Dataset entries:

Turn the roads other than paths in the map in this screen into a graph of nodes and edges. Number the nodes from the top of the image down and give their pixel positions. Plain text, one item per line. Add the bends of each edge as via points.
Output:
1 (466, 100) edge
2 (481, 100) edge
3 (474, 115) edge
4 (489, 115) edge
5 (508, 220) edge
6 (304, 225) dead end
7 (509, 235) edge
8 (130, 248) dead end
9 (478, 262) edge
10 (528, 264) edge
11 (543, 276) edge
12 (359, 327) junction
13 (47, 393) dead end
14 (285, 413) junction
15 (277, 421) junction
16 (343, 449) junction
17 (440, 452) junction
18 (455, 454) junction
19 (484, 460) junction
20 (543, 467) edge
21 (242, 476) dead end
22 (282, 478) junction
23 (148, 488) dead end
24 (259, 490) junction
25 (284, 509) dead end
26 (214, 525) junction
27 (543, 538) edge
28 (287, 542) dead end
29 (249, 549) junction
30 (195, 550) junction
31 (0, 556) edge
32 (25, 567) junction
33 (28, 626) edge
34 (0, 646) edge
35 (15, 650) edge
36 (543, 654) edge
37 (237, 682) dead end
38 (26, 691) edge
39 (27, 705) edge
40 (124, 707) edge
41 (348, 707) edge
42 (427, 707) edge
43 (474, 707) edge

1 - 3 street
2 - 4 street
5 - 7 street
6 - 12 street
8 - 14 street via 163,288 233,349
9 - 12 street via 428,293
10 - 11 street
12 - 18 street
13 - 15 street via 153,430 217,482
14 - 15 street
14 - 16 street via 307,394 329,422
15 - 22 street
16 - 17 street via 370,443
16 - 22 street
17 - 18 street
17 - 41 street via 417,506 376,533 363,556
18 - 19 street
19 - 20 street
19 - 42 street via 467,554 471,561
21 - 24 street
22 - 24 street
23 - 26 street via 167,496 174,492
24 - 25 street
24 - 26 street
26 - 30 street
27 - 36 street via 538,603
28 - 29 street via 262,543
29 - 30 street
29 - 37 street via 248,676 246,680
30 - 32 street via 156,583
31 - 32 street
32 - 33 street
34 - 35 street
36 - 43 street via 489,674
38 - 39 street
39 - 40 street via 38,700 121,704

# Assignment
For this exercise, output all the data exactly as shown above.

# Answer area
Turn the roads other than paths in the map in this screen into a graph of nodes and edges. Number the nodes from the top of the image down and give their pixel positions. Plain text, one item per line. Add the bends of each edge as via points.
Output:
1 (466, 100) edge
2 (481, 100) edge
3 (474, 115) edge
4 (489, 115) edge
5 (508, 220) edge
6 (304, 225) dead end
7 (509, 235) edge
8 (130, 248) dead end
9 (478, 262) edge
10 (528, 264) edge
11 (543, 276) edge
12 (359, 327) junction
13 (47, 393) dead end
14 (285, 413) junction
15 (277, 421) junction
16 (343, 449) junction
17 (440, 452) junction
18 (455, 454) junction
19 (484, 460) junction
20 (543, 467) edge
21 (242, 476) dead end
22 (282, 478) junction
23 (148, 488) dead end
24 (259, 490) junction
25 (284, 509) dead end
26 (214, 525) junction
27 (543, 538) edge
28 (287, 542) dead end
29 (249, 549) junction
30 (195, 550) junction
31 (0, 556) edge
32 (25, 567) junction
33 (28, 626) edge
34 (0, 646) edge
35 (15, 650) edge
36 (543, 654) edge
37 (237, 682) dead end
38 (26, 691) edge
39 (27, 705) edge
40 (124, 707) edge
41 (348, 707) edge
42 (427, 707) edge
43 (474, 707) edge

1 - 3 street
2 - 4 street
5 - 7 street
6 - 12 street
8 - 14 street via 163,288 233,349
9 - 12 street via 428,293
10 - 11 street
12 - 18 street
13 - 15 street via 153,430 217,482
14 - 15 street
14 - 16 street via 307,394 329,422
15 - 22 street
16 - 17 street via 370,443
16 - 22 street
17 - 18 street
17 - 41 street via 417,506 376,533 363,556
18 - 19 street
19 - 20 street
19 - 42 street via 467,554 471,561
21 - 24 street
22 - 24 street
23 - 26 street via 167,496 174,492
24 - 25 street
24 - 26 street
26 - 30 street
27 - 36 street via 538,603
28 - 29 street via 262,543
29 - 30 street
29 - 37 street via 248,676 246,680
30 - 32 street via 156,583
31 - 32 street
32 - 33 street
34 - 35 street
36 - 43 street via 489,674
38 - 39 street
39 - 40 street via 38,700 121,704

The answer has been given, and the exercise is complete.